Source data Block Start

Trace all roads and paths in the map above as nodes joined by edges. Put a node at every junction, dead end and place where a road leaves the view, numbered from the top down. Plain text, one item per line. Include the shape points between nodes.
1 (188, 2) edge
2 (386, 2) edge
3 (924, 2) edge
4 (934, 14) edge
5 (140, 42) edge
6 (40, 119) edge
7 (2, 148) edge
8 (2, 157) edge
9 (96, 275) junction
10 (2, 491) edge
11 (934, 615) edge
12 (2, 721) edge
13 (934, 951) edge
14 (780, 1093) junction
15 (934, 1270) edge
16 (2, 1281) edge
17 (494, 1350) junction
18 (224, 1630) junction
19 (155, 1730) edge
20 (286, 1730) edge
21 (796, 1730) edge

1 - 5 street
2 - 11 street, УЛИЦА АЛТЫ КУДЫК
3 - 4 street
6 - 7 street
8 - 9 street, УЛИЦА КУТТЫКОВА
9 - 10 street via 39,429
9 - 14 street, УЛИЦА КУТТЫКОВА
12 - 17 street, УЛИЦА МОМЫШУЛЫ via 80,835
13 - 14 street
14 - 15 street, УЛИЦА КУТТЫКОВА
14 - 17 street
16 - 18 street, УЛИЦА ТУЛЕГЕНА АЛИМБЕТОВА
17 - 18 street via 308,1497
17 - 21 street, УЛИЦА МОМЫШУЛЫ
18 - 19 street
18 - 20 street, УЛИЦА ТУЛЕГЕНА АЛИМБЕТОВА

Source data Block End

Reproduce the material above in full, exactly.

Trace all roads and paths in the map above as nodes joined by edges. Put a node at every junction, dead end and place where a road leaves the view, numbered from the top down. Plain text, one item per line. Include the shape points between nodes.
1 (188, 2) edge
2 (386, 2) edge
3 (924, 2) edge
4 (934, 14) edge
5 (140, 42) edge
6 (40, 119) edge
7 (2, 148) edge
8 (2, 157) edge
9 (96, 275) junction
10 (2, 491) edge
11 (934, 615) edge
12 (2, 721) edge
13 (934, 951) edge
14 (780, 1093) junction
15 (934, 1270) edge
16 (2, 1281) edge
17 (494, 1350) junction
18 (224, 1630) junction
19 (155, 1730) edge
20 (286, 1730) edge
21 (796, 1730) edge

1 - 5 street
2 - 11 street, УЛИЦА АЛТЫ КУДЫК
3 - 4 street
6 - 7 street
8 - 9 street, УЛИЦА КУТТЫКОВА
9 - 10 street via 39,429
9 - 14 street, УЛИЦА КУТТЫКОВА
12 - 17 street, УЛИЦА МОМЫШУЛЫ via 80,835
13 - 14 street
14 - 15 street, УЛИЦА КУТТЫКОВА
14 - 17 street
16 - 18 street, УЛИЦА ТУЛЕГЕНА АЛИМБЕТОВА
17 - 18 street via 308,1497
17 - 21 street, УЛИЦА МОМЫШУЛЫ
18 - 19 street
18 - 20 street, УЛИЦА ТУЛЕГЕНА АЛИМБЕТОВА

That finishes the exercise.